*What this task involves*
Exactly the lines from the start of the data through the line containing "Trace all roads" should be output, with both ends kept and nothing added.

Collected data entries
*** Block opens ***

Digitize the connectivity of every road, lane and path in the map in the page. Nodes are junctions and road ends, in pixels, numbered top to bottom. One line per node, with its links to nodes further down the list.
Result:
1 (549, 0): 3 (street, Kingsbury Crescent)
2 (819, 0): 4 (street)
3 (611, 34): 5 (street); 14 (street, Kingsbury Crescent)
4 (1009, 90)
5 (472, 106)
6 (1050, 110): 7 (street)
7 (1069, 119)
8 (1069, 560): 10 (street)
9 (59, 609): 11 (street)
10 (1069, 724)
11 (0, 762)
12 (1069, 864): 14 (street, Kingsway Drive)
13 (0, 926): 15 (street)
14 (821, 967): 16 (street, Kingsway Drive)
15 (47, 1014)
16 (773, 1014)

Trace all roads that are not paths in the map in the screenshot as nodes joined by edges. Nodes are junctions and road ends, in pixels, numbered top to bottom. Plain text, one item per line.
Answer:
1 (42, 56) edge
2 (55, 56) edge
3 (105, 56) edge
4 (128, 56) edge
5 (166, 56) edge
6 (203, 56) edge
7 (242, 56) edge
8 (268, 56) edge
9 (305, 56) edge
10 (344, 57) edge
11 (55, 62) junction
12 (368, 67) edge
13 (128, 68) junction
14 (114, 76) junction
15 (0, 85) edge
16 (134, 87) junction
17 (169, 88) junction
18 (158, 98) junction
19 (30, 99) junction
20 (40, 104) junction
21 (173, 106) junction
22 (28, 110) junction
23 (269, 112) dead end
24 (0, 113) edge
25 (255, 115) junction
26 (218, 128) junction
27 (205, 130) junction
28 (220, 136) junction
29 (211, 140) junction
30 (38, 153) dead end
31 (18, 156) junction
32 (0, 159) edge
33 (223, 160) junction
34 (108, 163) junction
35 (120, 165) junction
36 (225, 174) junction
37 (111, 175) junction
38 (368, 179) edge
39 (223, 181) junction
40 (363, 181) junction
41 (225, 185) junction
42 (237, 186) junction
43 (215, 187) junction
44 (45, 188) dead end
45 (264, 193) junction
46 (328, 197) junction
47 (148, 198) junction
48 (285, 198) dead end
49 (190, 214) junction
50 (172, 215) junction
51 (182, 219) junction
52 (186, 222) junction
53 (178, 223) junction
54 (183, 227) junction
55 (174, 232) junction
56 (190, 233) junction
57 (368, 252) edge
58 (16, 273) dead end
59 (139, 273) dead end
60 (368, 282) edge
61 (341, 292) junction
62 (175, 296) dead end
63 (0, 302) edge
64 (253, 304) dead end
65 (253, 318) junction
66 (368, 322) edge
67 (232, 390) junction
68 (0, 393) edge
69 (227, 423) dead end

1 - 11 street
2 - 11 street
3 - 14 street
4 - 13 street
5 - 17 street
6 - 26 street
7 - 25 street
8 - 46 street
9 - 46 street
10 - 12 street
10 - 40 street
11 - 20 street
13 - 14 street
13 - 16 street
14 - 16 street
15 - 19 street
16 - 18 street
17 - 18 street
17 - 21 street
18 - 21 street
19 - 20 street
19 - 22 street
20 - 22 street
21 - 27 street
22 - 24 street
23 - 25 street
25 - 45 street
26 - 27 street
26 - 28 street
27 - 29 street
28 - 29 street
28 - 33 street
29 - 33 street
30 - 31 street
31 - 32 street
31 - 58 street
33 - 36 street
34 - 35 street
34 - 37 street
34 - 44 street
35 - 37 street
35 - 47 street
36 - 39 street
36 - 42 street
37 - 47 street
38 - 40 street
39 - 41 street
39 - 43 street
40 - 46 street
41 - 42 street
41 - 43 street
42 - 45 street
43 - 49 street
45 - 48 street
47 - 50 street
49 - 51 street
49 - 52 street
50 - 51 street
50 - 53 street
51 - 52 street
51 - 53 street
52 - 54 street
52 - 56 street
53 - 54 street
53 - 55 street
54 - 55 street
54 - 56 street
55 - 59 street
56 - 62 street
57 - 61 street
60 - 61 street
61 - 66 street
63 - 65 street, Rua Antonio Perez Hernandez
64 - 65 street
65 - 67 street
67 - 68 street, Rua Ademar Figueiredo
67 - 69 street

*** Block closes ***

*Answer below*
Digitize the connectivity of every road, lane and path in the map in the page. Nodes are junctions and road ends, in pixels, numbered top to bottom. One line per node, with its links to nodes further down the list.
Result:
1 (549, 0): 3 (street, Kingsbury Crescent)
2 (819, 0): 4 (street)
3 (611, 34): 5 (street); 14 (street, Kingsbury Crescent)
4 (1009, 90)
5 (472, 106)
6 (1050, 110): 7 (street)
7 (1069, 119)
8 (1069, 560): 10 (street)
9 (59, 609): 11 (street)
10 (1069, 724)
11 (0, 762)
12 (1069, 864): 14 (street, Kingsway Drive)
13 (0, 926): 15 (street)
14 (821, 967): 16 (street, Kingsway Drive)
15 (47, 1014)
16 (773, 1014)

Trace all roads that are not paths in the map in the screenshot as nodes joined by edges. Nodes are junctions and road ends, in pixels, numbered top to bottom. Plain text, one item per line.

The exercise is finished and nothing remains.